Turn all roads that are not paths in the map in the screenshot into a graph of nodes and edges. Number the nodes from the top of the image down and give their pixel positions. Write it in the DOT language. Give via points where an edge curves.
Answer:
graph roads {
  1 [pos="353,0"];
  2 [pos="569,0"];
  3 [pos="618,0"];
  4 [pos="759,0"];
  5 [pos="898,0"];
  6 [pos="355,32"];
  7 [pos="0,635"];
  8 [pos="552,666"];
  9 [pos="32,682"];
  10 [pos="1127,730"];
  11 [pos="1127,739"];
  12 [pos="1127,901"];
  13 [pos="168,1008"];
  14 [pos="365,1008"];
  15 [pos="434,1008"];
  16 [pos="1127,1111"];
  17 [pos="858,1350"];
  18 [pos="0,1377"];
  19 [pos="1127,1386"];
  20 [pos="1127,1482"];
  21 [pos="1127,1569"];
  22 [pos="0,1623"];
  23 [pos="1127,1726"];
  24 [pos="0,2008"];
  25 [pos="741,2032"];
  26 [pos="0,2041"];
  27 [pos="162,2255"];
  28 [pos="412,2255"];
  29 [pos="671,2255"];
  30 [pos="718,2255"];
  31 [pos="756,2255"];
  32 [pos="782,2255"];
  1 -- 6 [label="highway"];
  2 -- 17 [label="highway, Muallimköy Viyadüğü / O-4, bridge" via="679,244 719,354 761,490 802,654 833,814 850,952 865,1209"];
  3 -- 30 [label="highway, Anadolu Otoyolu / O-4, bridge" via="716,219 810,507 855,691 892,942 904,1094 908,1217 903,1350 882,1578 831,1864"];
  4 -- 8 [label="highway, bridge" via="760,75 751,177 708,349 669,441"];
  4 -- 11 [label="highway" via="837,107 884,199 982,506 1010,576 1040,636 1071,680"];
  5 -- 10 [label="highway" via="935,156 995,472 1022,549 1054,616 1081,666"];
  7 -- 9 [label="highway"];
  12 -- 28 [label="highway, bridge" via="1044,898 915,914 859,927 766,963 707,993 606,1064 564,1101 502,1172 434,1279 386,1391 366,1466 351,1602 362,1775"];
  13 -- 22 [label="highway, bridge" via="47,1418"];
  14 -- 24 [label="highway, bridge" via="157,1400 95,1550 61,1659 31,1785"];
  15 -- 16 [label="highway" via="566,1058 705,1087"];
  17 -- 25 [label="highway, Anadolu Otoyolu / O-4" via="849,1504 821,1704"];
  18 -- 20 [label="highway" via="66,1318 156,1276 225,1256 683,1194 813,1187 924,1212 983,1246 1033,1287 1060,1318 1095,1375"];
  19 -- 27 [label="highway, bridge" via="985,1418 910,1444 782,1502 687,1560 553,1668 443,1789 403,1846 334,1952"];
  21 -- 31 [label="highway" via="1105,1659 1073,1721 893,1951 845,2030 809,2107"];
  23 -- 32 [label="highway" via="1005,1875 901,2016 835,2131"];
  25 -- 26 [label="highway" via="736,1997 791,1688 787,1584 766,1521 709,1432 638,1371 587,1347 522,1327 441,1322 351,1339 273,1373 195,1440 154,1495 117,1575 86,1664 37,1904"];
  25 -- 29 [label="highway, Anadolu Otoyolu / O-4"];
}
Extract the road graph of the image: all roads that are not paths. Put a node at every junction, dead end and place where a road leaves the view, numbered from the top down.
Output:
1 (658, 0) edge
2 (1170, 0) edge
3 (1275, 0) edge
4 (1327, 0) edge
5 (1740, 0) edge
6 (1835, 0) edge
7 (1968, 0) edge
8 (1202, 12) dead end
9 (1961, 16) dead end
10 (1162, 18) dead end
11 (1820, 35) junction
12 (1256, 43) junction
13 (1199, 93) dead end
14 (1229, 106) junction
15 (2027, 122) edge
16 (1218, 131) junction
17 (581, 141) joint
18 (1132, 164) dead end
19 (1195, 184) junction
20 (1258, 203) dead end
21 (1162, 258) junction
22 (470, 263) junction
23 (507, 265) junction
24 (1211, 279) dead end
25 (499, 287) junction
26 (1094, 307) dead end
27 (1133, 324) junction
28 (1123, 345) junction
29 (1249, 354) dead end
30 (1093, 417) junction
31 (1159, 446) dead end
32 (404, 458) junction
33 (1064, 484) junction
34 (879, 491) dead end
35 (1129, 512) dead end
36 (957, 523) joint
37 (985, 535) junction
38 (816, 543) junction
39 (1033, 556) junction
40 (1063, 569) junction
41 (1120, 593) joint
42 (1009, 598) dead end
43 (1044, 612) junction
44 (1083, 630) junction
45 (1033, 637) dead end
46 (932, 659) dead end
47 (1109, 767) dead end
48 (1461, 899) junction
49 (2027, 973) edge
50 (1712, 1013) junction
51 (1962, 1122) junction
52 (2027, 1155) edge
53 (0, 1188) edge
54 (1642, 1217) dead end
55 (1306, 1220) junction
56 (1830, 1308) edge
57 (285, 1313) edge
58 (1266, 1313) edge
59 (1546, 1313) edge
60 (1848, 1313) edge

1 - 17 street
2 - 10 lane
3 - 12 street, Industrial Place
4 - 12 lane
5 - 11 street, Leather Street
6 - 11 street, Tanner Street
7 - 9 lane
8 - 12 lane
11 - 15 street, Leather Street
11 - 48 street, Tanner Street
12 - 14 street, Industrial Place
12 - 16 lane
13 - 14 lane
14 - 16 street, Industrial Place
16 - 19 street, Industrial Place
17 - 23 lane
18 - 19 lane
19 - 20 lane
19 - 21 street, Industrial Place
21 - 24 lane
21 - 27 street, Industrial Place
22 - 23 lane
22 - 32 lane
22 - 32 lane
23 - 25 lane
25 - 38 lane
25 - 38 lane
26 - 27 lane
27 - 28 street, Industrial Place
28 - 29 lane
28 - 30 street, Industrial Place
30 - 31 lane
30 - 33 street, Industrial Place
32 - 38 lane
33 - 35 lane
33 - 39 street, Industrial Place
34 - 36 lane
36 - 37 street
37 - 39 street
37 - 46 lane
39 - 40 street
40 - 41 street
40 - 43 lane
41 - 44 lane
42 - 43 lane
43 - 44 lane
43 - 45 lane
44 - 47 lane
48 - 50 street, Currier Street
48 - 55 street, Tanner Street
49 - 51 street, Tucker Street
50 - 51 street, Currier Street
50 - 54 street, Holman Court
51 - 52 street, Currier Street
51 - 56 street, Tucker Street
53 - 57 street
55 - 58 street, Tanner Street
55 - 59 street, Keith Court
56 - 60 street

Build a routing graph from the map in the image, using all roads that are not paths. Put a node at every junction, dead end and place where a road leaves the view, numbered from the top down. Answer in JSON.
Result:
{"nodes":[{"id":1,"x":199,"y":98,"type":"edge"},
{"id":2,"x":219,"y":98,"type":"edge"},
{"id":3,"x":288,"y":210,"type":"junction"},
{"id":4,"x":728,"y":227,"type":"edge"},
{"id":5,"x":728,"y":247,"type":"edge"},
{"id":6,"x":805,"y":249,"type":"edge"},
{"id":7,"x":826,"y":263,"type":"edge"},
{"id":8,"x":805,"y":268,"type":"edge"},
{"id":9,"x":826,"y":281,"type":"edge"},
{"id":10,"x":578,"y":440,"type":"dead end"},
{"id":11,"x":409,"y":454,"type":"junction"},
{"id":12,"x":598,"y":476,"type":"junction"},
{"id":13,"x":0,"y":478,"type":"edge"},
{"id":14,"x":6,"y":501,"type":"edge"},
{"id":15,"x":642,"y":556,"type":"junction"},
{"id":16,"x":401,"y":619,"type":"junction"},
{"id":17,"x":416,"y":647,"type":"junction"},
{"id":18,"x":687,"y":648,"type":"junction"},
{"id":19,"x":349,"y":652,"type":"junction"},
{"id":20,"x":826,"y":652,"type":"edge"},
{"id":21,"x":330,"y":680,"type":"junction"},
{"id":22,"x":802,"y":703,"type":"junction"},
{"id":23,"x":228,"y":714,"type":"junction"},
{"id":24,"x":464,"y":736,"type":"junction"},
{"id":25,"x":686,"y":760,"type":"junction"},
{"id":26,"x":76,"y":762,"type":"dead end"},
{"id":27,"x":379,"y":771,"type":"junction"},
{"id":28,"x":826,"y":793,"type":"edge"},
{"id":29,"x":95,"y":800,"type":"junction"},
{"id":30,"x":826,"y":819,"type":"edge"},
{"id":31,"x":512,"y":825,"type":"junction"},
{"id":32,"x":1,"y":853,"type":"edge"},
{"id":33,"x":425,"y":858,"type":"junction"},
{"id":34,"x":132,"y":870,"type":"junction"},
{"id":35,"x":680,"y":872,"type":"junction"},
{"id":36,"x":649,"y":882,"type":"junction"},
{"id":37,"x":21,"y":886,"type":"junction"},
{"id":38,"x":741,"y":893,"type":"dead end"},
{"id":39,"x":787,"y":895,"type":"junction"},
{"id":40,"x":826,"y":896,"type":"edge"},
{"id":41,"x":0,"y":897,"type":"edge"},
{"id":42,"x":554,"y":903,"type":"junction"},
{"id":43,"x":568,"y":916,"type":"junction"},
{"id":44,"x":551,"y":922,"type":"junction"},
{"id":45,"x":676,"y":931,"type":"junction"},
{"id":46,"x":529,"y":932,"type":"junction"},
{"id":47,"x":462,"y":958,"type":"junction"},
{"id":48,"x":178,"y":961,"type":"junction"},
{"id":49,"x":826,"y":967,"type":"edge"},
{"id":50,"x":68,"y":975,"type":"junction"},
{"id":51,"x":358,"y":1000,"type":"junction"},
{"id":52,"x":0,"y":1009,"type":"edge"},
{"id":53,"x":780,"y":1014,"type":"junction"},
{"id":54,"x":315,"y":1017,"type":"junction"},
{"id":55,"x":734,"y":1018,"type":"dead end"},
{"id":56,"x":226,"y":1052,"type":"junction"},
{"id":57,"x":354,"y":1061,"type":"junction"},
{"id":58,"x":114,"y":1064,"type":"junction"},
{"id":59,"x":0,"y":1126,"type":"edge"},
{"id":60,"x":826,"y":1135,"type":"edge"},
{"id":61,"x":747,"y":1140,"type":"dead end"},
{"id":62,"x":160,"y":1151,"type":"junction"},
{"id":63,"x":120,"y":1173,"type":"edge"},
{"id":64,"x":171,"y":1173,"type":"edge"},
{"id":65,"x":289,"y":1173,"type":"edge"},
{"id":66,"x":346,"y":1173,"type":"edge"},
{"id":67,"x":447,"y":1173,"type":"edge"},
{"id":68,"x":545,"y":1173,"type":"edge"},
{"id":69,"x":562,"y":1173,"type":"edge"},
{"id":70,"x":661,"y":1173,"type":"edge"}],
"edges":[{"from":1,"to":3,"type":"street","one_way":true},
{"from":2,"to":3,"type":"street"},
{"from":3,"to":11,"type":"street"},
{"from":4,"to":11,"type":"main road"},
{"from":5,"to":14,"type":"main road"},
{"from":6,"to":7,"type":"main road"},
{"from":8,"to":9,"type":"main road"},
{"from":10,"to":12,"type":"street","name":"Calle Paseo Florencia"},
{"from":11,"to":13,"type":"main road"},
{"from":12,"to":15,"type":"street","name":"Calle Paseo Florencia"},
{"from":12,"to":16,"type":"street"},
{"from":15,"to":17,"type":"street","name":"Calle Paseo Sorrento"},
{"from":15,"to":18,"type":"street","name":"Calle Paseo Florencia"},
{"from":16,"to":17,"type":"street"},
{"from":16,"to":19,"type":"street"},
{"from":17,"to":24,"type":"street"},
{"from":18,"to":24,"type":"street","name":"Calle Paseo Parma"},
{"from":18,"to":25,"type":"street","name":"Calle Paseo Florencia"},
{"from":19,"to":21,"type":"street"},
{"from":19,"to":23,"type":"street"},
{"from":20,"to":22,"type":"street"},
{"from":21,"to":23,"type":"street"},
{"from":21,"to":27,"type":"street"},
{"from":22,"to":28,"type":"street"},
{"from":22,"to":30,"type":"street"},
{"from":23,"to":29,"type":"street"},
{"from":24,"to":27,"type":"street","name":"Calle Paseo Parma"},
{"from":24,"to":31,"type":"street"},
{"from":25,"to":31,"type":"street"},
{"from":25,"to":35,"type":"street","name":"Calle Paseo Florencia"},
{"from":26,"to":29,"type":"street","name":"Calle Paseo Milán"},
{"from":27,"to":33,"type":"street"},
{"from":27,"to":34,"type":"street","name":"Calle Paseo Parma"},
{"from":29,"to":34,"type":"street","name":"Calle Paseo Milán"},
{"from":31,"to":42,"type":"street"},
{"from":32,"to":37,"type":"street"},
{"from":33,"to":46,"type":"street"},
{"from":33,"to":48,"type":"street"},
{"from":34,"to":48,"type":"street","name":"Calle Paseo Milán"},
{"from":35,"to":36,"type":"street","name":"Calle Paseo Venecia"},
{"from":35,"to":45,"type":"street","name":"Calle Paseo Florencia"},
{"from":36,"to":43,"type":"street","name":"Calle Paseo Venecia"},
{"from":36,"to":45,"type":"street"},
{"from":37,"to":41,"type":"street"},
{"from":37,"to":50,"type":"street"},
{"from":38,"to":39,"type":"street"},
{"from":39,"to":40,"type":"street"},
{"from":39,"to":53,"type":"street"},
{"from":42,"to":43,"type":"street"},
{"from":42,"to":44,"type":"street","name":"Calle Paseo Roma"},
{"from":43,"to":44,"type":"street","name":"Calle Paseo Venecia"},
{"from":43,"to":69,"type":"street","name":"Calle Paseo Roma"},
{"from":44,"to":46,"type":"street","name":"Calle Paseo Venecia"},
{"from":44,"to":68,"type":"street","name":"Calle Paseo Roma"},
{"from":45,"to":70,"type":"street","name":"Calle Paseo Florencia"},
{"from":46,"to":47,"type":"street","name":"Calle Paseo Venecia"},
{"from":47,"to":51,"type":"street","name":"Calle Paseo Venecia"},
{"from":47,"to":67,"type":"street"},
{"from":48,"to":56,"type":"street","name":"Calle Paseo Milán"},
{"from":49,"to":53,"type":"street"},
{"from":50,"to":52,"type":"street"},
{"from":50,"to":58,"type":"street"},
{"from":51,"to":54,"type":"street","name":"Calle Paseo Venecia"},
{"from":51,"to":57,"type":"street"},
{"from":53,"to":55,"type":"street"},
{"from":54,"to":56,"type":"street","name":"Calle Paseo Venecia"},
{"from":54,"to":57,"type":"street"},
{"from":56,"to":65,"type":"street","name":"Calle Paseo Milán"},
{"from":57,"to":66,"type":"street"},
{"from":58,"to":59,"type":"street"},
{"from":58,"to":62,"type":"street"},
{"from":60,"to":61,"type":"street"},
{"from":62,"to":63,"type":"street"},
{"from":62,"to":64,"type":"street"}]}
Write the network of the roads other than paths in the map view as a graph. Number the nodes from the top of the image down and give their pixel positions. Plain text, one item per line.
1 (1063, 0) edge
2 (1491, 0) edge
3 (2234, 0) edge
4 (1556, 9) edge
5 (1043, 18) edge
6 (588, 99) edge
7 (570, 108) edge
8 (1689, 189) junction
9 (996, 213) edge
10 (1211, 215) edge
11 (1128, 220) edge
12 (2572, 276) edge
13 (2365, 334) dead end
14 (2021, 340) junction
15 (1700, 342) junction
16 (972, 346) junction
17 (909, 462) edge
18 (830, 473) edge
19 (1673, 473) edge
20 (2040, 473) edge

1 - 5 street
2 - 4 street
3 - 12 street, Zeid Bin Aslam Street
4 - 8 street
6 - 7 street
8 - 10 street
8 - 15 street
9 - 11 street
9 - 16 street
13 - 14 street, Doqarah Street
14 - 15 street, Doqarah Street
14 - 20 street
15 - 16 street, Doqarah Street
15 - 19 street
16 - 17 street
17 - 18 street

──────────

YOUR OBJECTIVE -> Report every line containing the string "Answer" in the material.

RESPONSE ->
Answer:
Build a routing graph from the map in the image, using all roads that are not paths. Put a node at every junction, dead end and place where a road leaves the view, numbered from the top down. Answer in JSON.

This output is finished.